In [1]:
import pandas as pd
import numpy as np

In [None]:
gini = pd.read_csv('API_SI.POV.GINI_DS2_en_csv_v2_2728.csv')
gini.head()

Unnamed: 0,Country Name,Country Code,Indicator Name,Indicator Code,1960,1961,1962,1963,1964,1965,...,2016,2017,2018,2019,2020,2021,2022,2023,2024,Unnamed: 69
0,Aruba,ABW,Gini index,SI.POV.GINI,,,,,,,...,,,,,,,,,,
1,Africa Eastern and Southern,AFE,Gini index,SI.POV.GINI,,,,,,,...,,,,,,,,,,
2,Afghanistan,AFG,Gini index,SI.POV.GINI,,,,,,,...,,,,,,,,,,
3,Africa Western and Central,AFW,Gini index,SI.POV.GINI,,,,,,,...,,,,,,,,,,
4,Angola,AGO,Gini index,SI.POV.GINI,,,,,,,...,,,51.3,,,,,,,


In [None]:
# Drop the 'Unnamed: 69' column if it exists and is irrelevant
if 'Unnamed: 69' in gini.columns:
    gini = gini.drop(columns=['Unnamed: 69'])

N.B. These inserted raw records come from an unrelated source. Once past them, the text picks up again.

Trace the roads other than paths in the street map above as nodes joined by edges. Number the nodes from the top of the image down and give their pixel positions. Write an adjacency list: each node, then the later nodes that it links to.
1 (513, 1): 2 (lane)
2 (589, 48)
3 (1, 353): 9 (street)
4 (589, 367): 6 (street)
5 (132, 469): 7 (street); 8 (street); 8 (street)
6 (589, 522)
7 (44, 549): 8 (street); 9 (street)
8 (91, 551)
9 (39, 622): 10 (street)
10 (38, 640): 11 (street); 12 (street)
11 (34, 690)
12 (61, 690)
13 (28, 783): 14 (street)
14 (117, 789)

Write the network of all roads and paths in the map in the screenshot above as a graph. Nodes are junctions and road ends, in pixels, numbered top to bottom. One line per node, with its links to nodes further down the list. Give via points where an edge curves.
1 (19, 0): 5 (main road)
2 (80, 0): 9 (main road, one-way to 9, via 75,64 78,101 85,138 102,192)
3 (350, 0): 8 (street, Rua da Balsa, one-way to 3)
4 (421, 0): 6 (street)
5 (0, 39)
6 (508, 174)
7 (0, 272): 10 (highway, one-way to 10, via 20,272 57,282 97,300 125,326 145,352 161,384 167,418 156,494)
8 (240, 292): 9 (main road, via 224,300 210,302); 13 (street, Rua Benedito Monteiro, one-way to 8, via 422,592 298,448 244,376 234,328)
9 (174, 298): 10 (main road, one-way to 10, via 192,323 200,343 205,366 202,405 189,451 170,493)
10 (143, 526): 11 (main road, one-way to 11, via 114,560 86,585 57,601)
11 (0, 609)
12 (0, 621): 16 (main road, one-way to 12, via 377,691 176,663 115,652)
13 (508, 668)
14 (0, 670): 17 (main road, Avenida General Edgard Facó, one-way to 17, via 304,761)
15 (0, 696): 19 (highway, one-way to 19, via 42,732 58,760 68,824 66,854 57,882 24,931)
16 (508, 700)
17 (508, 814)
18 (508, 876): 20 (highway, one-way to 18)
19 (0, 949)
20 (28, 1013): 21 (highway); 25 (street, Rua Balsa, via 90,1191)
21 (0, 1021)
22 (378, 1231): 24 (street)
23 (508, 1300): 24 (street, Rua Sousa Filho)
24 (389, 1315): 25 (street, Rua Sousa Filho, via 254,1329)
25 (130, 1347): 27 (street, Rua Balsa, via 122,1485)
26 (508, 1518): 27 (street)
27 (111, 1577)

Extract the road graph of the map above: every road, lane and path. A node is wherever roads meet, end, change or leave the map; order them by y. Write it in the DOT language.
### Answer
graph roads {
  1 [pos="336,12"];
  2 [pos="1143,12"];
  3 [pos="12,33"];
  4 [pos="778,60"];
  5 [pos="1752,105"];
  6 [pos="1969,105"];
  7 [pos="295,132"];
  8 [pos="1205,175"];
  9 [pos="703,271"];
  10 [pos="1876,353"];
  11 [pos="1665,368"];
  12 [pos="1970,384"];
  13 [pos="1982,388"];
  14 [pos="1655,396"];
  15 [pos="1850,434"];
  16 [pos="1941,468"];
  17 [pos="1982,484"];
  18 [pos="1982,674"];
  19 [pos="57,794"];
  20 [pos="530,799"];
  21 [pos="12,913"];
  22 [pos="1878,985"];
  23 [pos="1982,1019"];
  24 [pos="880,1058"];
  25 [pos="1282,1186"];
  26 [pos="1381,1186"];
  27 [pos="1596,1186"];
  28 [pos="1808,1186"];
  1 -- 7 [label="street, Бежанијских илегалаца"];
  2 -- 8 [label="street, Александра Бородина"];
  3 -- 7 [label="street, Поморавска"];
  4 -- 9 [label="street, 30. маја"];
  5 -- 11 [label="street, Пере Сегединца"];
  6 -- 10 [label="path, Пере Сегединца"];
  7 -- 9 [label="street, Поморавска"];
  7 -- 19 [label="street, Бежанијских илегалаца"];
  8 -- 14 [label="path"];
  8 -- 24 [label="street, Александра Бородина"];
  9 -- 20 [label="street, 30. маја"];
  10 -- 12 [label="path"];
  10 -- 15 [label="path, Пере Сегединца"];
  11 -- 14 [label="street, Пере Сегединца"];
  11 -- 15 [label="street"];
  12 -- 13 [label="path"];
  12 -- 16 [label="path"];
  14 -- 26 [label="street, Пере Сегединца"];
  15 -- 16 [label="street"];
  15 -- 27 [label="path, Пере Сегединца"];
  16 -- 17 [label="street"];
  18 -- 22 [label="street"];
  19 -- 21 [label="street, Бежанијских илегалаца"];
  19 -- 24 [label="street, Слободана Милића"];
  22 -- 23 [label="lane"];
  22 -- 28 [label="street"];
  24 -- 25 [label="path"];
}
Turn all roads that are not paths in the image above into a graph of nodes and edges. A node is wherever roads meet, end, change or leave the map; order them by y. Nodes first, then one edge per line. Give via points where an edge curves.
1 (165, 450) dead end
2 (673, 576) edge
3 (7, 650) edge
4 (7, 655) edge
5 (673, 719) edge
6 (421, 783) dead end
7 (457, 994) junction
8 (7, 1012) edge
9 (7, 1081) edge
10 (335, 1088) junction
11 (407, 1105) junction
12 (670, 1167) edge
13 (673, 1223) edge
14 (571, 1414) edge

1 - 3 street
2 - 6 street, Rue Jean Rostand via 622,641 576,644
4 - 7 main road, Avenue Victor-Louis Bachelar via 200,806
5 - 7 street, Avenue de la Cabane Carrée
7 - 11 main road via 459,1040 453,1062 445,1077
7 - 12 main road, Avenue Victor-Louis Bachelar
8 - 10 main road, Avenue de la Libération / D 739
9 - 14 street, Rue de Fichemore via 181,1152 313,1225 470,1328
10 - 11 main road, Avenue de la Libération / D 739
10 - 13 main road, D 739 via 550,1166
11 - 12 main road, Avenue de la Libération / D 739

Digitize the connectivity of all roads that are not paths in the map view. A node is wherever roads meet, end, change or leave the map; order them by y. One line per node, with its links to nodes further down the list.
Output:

# Identify the columns that represent years (they are numeric strings)
year_columns = [col for col in gini.columns if col.isdigit() ]

# Identify the identifier columns
id_vars = [col for col in gini.columns if col not in year_columns]

# Melt the DataFrame to transform year columns into rows
gini_tidy = gini.melt(id_vars=id_vars, value_vars=year_columns, var_name='year', value_name='gini_value')

# Convert 'year' column to integer type
gini_tidy['year'] = pd.to_numeric(gini_tidy['year'])

# Display the head of the tidied DataFrame
display(gini_tidy.head())

Unnamed: 0,Country Name,Country Code,Indicator Name,Indicator Code,year,gini_value
0,Aruba,ABW,Gini index,SI.POV.GINI,1960,
1,Africa Eastern and Southern,AFE,Gini index,SI.POV.GINI,1960,
2,Afghanistan,AFG,Gini index,SI.POV.GINI,1960,
3,Africa Western and Central,AFW,Gini index,SI.POV.GINI,1960,
4,Angola,AGO,Gini index,SI.POV.GINI,1960,


The `gini_tidy` DataFrame now has a 'year' column, making it easier to analyze time-series data for Gini index values.

In [None]:
# Filter out rows with NaN gini_value
gini_no_nan = gini_tidy.dropna(subset=['gini_value'])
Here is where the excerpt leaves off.